__Task__
Report every line from the material that contains the word "Sarua".

__Data listing__
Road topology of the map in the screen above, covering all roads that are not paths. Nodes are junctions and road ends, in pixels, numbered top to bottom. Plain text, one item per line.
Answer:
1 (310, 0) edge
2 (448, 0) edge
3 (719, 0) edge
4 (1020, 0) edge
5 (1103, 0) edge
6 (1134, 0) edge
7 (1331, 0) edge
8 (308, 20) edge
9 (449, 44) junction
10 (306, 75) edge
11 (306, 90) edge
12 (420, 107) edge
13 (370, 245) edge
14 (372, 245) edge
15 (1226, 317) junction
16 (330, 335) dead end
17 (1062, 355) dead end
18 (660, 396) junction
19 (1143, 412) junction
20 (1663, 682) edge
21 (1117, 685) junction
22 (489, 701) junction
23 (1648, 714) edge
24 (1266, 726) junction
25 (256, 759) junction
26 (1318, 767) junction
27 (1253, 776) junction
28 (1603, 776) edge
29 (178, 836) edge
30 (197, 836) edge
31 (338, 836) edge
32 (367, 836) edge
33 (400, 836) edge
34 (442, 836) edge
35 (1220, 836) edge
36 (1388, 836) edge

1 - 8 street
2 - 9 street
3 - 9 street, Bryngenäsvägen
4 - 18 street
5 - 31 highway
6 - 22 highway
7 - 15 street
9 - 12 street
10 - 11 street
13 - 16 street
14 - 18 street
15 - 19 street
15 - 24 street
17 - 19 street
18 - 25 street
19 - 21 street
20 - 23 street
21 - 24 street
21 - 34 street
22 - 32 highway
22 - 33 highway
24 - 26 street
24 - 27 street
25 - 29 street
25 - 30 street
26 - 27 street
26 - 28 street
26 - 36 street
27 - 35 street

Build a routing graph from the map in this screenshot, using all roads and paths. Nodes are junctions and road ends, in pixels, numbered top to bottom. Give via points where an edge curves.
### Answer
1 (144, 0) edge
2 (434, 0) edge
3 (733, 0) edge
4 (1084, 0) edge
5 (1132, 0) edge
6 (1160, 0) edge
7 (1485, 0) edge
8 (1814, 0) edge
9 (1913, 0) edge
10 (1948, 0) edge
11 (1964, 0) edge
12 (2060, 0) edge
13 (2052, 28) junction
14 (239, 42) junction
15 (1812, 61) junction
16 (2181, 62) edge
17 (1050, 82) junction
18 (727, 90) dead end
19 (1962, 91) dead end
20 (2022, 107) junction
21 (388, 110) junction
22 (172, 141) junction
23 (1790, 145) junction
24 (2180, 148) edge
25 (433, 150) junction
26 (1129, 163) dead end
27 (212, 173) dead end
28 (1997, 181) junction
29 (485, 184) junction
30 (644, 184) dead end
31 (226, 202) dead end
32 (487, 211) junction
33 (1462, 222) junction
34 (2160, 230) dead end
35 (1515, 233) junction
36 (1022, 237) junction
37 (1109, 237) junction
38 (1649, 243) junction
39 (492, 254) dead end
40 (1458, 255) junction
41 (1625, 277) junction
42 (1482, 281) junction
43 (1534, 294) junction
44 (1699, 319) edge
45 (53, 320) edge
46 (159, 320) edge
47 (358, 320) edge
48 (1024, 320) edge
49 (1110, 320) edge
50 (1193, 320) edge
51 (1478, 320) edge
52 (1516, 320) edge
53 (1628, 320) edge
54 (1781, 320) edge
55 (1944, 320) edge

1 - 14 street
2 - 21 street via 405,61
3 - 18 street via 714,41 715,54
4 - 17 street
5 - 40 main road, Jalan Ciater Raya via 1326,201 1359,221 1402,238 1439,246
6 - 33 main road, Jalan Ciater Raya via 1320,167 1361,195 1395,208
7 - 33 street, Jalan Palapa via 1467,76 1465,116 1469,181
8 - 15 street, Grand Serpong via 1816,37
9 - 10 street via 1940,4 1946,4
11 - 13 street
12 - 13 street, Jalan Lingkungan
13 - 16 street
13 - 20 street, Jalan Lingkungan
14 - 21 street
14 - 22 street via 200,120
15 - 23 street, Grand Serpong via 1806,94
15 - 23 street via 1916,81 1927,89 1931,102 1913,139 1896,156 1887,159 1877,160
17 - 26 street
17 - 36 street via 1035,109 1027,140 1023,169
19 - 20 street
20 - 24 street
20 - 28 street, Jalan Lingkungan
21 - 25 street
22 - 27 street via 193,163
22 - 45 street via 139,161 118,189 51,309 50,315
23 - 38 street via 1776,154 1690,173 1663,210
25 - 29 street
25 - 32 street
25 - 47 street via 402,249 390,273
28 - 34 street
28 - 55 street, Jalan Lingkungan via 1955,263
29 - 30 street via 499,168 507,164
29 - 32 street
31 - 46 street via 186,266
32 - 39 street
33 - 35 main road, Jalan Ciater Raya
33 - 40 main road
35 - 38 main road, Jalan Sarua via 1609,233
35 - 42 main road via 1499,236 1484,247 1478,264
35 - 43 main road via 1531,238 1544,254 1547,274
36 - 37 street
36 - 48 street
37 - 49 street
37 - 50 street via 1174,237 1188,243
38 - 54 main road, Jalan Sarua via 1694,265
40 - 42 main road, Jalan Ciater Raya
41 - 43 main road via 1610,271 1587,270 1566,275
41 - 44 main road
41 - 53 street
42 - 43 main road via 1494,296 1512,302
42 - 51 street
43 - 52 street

__Exercise result__
35 - 38 main road, Jalan Sarua via 1609,233
38 - 54 main road, Jalan Sarua via 1694,265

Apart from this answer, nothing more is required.